ATG Stores was founded in 1999 with the launch of its first website, Lighting Universe, with the goal to consolidate lighting catalogs and pricing online for designers, homeowners and contractors. In 2000 LightingUniverse.com went live, and 5 years later ATG Stores launched FixtureUniverse.com, targeting plumbing fixtures and decorative bath products.

In 2006 Allied Trade Group, Inc. was formed as the parent company of Lighting Universe and Fixture Universe with the goal to grow into a full line home furnishings supplier. ATG Stores added 4 stores in the beginning of 2008 and at one point encompassed around 500 websites in multiple home furnishing, utility and categories, specializing in product sales of a variety of brand name manufacturers.

ATG Stores opened their first brick and mortar showroom in May 2004 in Kirkland, Washington, and their second showroom was purchased from The Lighting Co in August 2004. There were as many as seven ATG retail showrooms, all of which have closed.

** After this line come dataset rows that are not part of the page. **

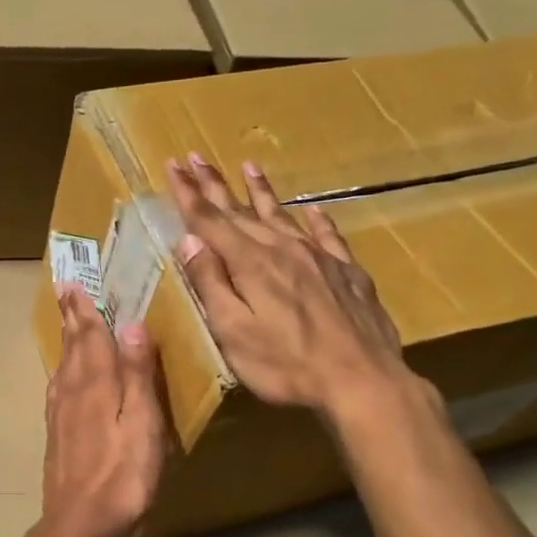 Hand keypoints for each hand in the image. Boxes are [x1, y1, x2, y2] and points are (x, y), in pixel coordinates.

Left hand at [40, 285, 166, 536]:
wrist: (82, 523)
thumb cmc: (123, 474)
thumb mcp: (143, 422)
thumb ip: (137, 374)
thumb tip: (132, 325)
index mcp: (96, 384)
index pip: (90, 337)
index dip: (84, 310)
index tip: (73, 284)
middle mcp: (73, 392)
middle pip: (72, 347)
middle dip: (71, 318)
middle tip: (64, 292)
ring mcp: (61, 415)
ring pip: (63, 367)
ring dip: (67, 342)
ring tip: (68, 324)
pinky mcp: (57, 435)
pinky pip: (59, 390)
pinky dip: (62, 372)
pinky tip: (63, 378)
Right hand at [166, 153, 419, 412]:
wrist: (363, 380)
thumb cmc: (287, 365)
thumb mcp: (233, 332)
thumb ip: (211, 284)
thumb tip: (189, 242)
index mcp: (250, 263)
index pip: (210, 220)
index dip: (188, 193)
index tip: (173, 165)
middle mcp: (283, 249)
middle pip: (241, 210)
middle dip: (215, 184)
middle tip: (196, 157)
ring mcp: (319, 258)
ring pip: (282, 215)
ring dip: (261, 191)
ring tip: (248, 167)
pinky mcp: (348, 272)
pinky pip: (328, 235)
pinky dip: (316, 220)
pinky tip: (313, 210) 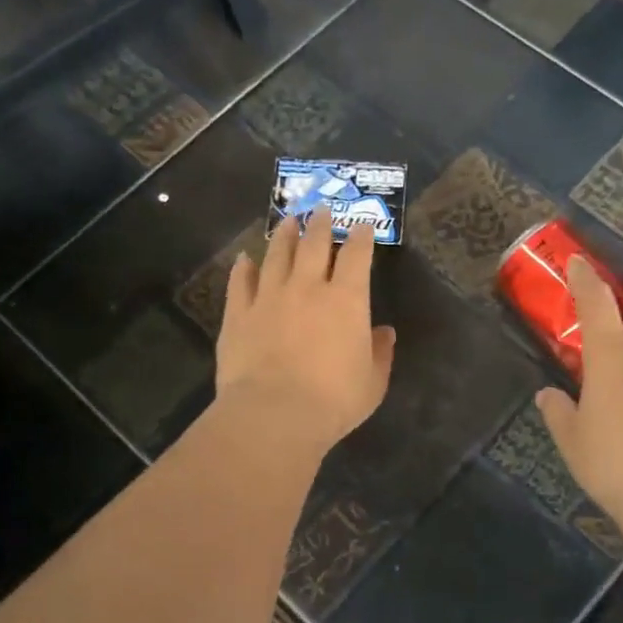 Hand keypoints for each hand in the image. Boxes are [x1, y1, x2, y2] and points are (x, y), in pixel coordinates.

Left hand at [215, 213, 396, 457]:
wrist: (274, 414)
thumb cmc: (333, 401)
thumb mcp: (372, 382)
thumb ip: (380, 353)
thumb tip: (384, 332)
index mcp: (346, 299)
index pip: (356, 255)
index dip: (360, 236)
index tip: (361, 225)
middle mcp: (307, 287)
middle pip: (313, 244)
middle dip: (320, 223)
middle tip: (321, 209)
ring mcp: (269, 297)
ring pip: (276, 255)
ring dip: (283, 235)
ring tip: (287, 221)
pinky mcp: (238, 314)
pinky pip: (240, 282)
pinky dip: (243, 268)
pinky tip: (244, 259)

Lowe's Home Improvement acquired ATG Stores on December 29, 2011 with the intention of expanding the product variety available to Lowe's stores and Lowes.com while also bringing more traffic and credibility to ATG Stores as an online e-tailer. This initiated the closing of the ATG Stores retail showrooms in Washington state and allowed for Lowe's customers to purchase ATG Stores items in-store for pickup.

In April 2017, ATG Stores rebranded to The Mine, and added a personal concierge service to their online shopping offering.

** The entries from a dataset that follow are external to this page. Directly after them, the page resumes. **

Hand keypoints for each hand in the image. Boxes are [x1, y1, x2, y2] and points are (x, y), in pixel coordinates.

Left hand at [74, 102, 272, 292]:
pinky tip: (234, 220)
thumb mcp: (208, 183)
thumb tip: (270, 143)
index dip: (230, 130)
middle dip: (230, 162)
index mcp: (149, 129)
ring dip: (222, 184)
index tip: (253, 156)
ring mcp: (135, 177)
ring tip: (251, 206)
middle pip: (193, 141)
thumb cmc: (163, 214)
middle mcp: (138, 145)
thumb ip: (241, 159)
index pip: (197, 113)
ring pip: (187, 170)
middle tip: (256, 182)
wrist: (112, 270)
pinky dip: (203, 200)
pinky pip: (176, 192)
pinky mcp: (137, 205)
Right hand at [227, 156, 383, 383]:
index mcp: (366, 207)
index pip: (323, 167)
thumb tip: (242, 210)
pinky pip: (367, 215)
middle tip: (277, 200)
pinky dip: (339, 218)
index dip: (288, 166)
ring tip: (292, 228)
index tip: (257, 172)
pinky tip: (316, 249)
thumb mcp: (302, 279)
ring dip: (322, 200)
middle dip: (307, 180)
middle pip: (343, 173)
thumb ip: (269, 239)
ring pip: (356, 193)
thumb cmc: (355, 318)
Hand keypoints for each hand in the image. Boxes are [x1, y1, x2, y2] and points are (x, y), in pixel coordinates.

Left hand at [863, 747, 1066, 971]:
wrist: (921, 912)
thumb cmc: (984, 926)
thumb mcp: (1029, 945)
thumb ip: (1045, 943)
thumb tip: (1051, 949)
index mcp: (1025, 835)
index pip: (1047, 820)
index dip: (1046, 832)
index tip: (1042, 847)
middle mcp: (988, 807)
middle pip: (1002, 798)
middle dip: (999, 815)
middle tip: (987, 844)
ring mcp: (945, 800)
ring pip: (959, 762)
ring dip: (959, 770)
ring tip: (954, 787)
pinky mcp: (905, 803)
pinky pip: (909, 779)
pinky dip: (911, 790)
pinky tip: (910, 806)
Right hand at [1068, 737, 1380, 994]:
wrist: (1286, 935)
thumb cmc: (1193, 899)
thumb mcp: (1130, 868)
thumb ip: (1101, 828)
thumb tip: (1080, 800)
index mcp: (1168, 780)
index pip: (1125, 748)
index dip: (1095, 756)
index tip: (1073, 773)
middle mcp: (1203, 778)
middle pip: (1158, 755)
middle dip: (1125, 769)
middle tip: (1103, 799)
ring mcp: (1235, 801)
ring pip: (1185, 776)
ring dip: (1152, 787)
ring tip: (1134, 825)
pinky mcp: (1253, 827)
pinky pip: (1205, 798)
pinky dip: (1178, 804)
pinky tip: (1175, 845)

ATG Stores had been on Inc. magazine's fastest growing companies list twice. Once in 124th place in 2006 and once in 412th place in 2007. They have also received recognition by the Puget Sound Business Journal: in 2006 they were ranked #16 and in 2007 ranked #31 on their list of fastest growing companies in the Northwest.

In 2018, the parent company Lowe's deicide to fold The Mine into its own main website, effectively signalling the end of the company and the brand.